Conversely, abolition must be conceived just as expansively, reaching beyond any particular institution: “Abolition is not just a call for the end of formal police forces, but an insurrection against policing as a strategy of administering structural violence.” As a political project, abolition involves a great deal besides the mere fact of abolishing. The dismantling of the oppressive institutions must happen alongside the construction of a new and freer society: “abolitionists insist that the process of abolition is as much about inventing new institutions as it is about abolishing the old ones.”

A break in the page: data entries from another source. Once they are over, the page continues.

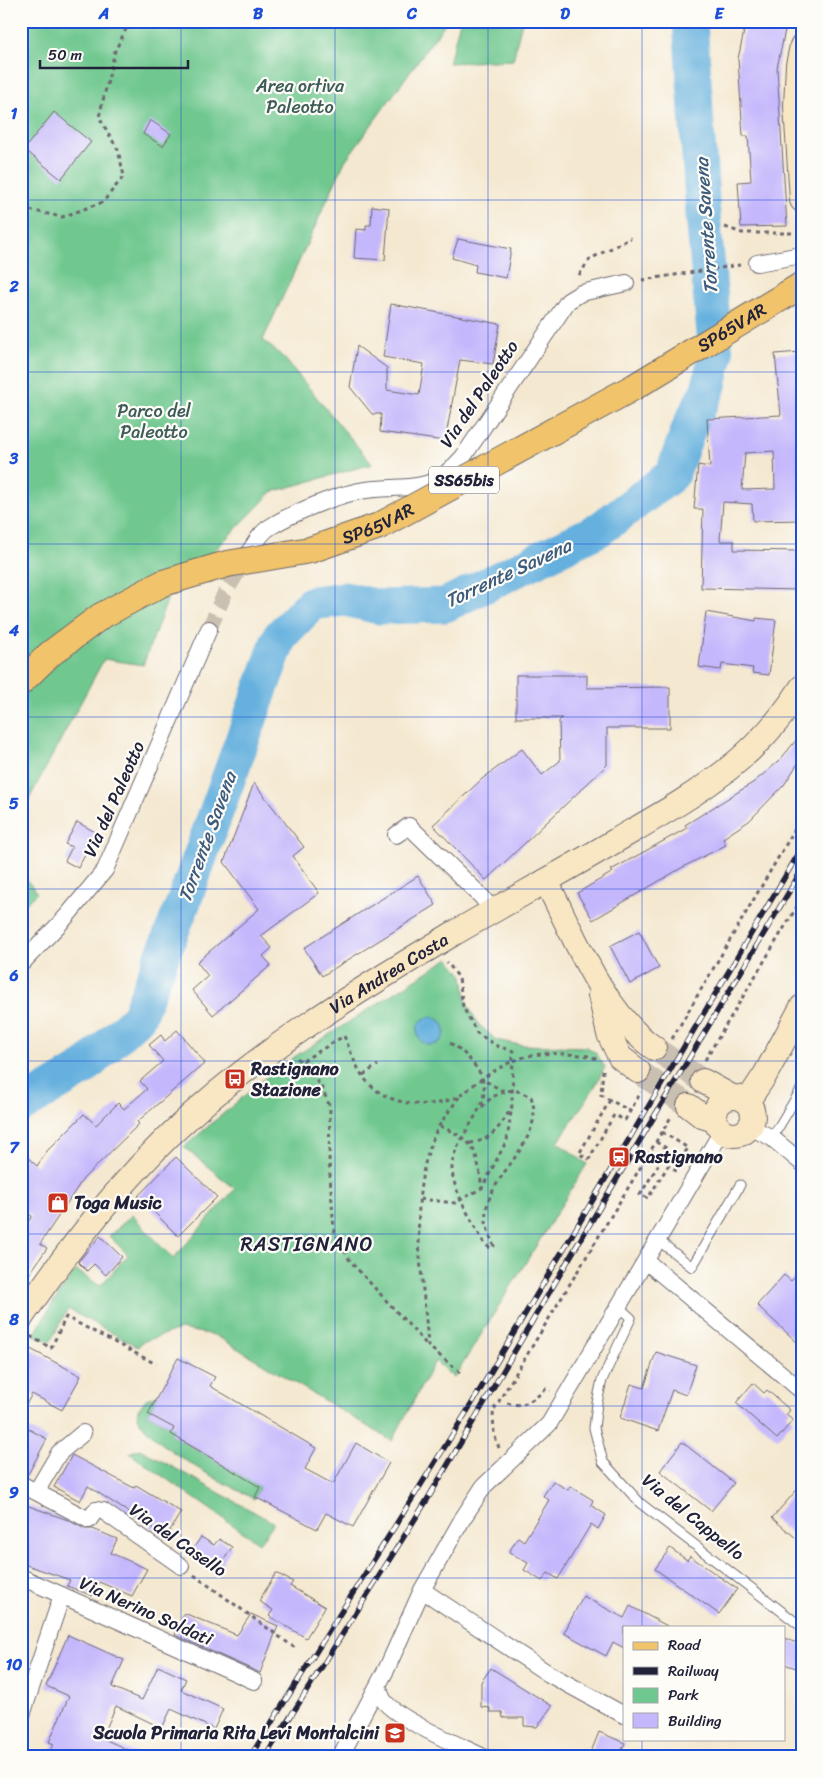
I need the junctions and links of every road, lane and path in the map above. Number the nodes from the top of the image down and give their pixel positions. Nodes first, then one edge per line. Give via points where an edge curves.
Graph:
1 (130, 21) edge
2 (802, 46) edge
3 (802, 200) edge
4 (21, 223) edge
5 (725, 227) dead end
6 (792, 233) dead end
7 (631, 238) dead end
8 (802, 255) edge
9 (758, 263) joint
10 (626, 283) joint
11 (802, 285) edge
12 (568, 301) junction
13 (248, 554) tunnel mouth
14 (209, 629) tunnel mouth
15 (21, 682) edge
16 (802, 687) edge
17 (802, 817) edge
18 (396, 835) dead end
19 (546, 881) junction
20 (802, 898) edge
21 (492, 912) junction
22 (443, 958) dead end
23 (21, 964) edge
24 (595, 977) junction
25 (802, 1007) edge
26 (450, 1044) dead end
27 (662, 1046) joint
28 (293, 1054) dead end
29 (514, 1061) junction
30 (301, 1062) junction
31 (378, 1065) dead end
32 (702, 1073) joint
33 (362, 1075) junction
34 (641, 1078) joint
35 (482, 1079) junction
36 (802, 1088) edge
37 (511, 1091) junction
38 (460, 1096) junction
39 (610, 1100) junction
40 (739, 1100) junction
41 (512, 1105) junction
42 (482, 1107) junction
43 (630, 1111) junction
44 (680, 1111) joint
45 (440, 1126) junction
46 (718, 1126) junction
47 (750, 1127) junction
48 (662, 1132) junction
49 (463, 1136) junction
50 (772, 1138) junction
51 (470, 1142) junction
52 (656, 1142) junction
53 (802, 1163) edge
54 (666, 1170) dead end
55 (674, 1170) dead end
56 (740, 1185) dead end
57 (482, 1188) junction
58 (420, 1200) junction
59 (462, 1200) junction
60 (658, 1240) junction
61 (646, 1261) junction
62 (619, 1307) junction
63 (24, 1326) edge
64 (428, 1346) junction
65 (156, 1364) dead end
66 (462, 1374) dead end
67 (802, 1391) edge
68 (565, 1399) junction
69 (507, 1402) dead end
70 (83, 1433) dead end
71 (505, 1464) junction
72 (21, 1484) edge
73 (36, 1492) junction
74 (181, 1566) joint
75 (21, 1577) edge
76 (422, 1590) junction
77 (62, 1595) junction
78 (802, 1627) edge
79 (295, 1648) dead end
80 (254, 1681) dead end
81 (378, 1686) junction
82 (623, 1714) edge
83 (21, 1718) edge
84 (340, 1757) edge
85 (483, 1757) edge

1 - 4 path via 115,51 99,118 118,150 124,176 103,202 62,217 29,210
2 - 3 main road via 796,106
5 - 6 path via 742,233
7 - 12 path via 590,259
8 - 9 street
9 - 10 path
10 - 12 street via 581,293
11 - 15 main road, SP65VAR / SS65bis, bridge via 634,387 379,526 310,550 227,564 163,583 101,616 50,654
12 - 13 street, Via del Paleotto via 463,456 448,473 422,486 344,494 268,528
14 - 23 street, Via del Paleotto via 105,870
16 - 19 main road, Via Andrea Costa via 783,716 761,740 701,791
17 - 27 path
18 - 21 street via 409,826 482,897
19 - 21 main road, Via Andrea Costa
19 - 24 main road
20 - 32 path
21 - 63 main road, Via Andrea Costa via 284,1041 198,1110 115,1194 64,1258
22 - 29 path via 458,978 462,1007 477,1033 513,1051
24 - 27 main road via 640,1038
24 - 34 main road via 609,1034 620,1057
25 - 40 main road via 762,1080
26 - 35 path via 461,1049
28 - 30 path
29 - 35 path
29 - 37 path
29 - 39 path via 527,1055 594,1056 603,1072 601,1095
30 - 33 path via 344,1036
30 - 64 path via 321,1086 330,1107 329,1169 334,1230 350,1261
31 - 33 path
32 - 40 main road
33 - 38 path via 389,1098 411,1104 435,1104
34 - 43 path
35 - 37 path via 493,1087
35 - 38 path
35 - 42 path
36 - 50 lane
37 - 41 path
37 - 42 path via 492,1097
37 - 59 path via 531,1097 536,1109 524,1144 492,1192 486,1212 487,1228 494,1246 491,1248 486,1245
38 - 45 path
39 - 43 path
39 - 43 path via 579,1154 590,1159 614,1115 625,1120
40 - 46 main road via 726,1099 717,1107
40 - 47 main road via 753,1117
41 - 51 path via 501,1126 491,1136
41 - 57 path via 507,1140
42 - 49 path
44 - 46 main road via 702,1116
44 - 48 path
45 - 49 path
45 - 58 path via 420,1186
46 - 47 main road via 734,1135
46 - 60 street
47 - 50 street
48 - 52 path
48 - 55 path via 688,1148
49 - 51 path
49 - 59 path via 452,1168
50 - 53 street
51 - 57 path
52 - 54 path via 668,1149 640,1194 648,1198
52 - 71 path via 492,1411 494,1434
56 - 60 lane via 692,1267
57 - 59 path
58 - 59 path via 455,1203
58 - 64 path via 420,1261
60 - 61 street
61 - 62 street
61 - 67 street
62 - 68 street
62 - 78 lane, Via del Cappello via 631,1318 602,1380 596,1404 594,1428 603,1462 640,1503
63 - 65 path via 51,1348 66,1316
64 - 66 path
68 - 69 path via 546,1389 529,1403 517,1406
68 - 71 street via 549,1424
70 - 73 street via 59,1452
71 - 76 street via 484,1486
72 - 73 street, Via del Casello
73 - 74 street, Via del Casello via 89,1520 96,1510 104,1511
74 - 79 path, Via del Casello
75 - 77 street, Via Nerino Soldati
76 - 81 street via 400,1651
76 - 82 street via 549,1674
77 - 80 street, Via Nerino Soldati
77 - 83 street
81 - 84 street
81 - 85 street via 384,1700 396,1710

“Abolishing the Police” makes a worthy contribution to the effort to understand the full scope and precise contours of policing and the struggle to eliminate it. Concise and yet comprehensive, its 13 chapters relate policing to colonialism, border enforcement, and counter-subversion campaigns; they contemplate abolition in terms of radical democracy, transformative justice, and alternatives to coercion. The writing throughout is clear and fresh, and pleasantly light on jargon. The thinking, too, is careful and practically-oriented, with none of the outraged histrionics and wish-thinking that so often characterizes the left. Each chapter is paired with a beautiful and moving illustration from Cat Sims, capturing dynamics of exclusion and oppression — but also moments of resistance and joy.
Kristian Williams is the author of “Our Enemies in Blue: Police and Power in America” and “Fire the Cops!” He is an occasional contributor to Three Way Fight.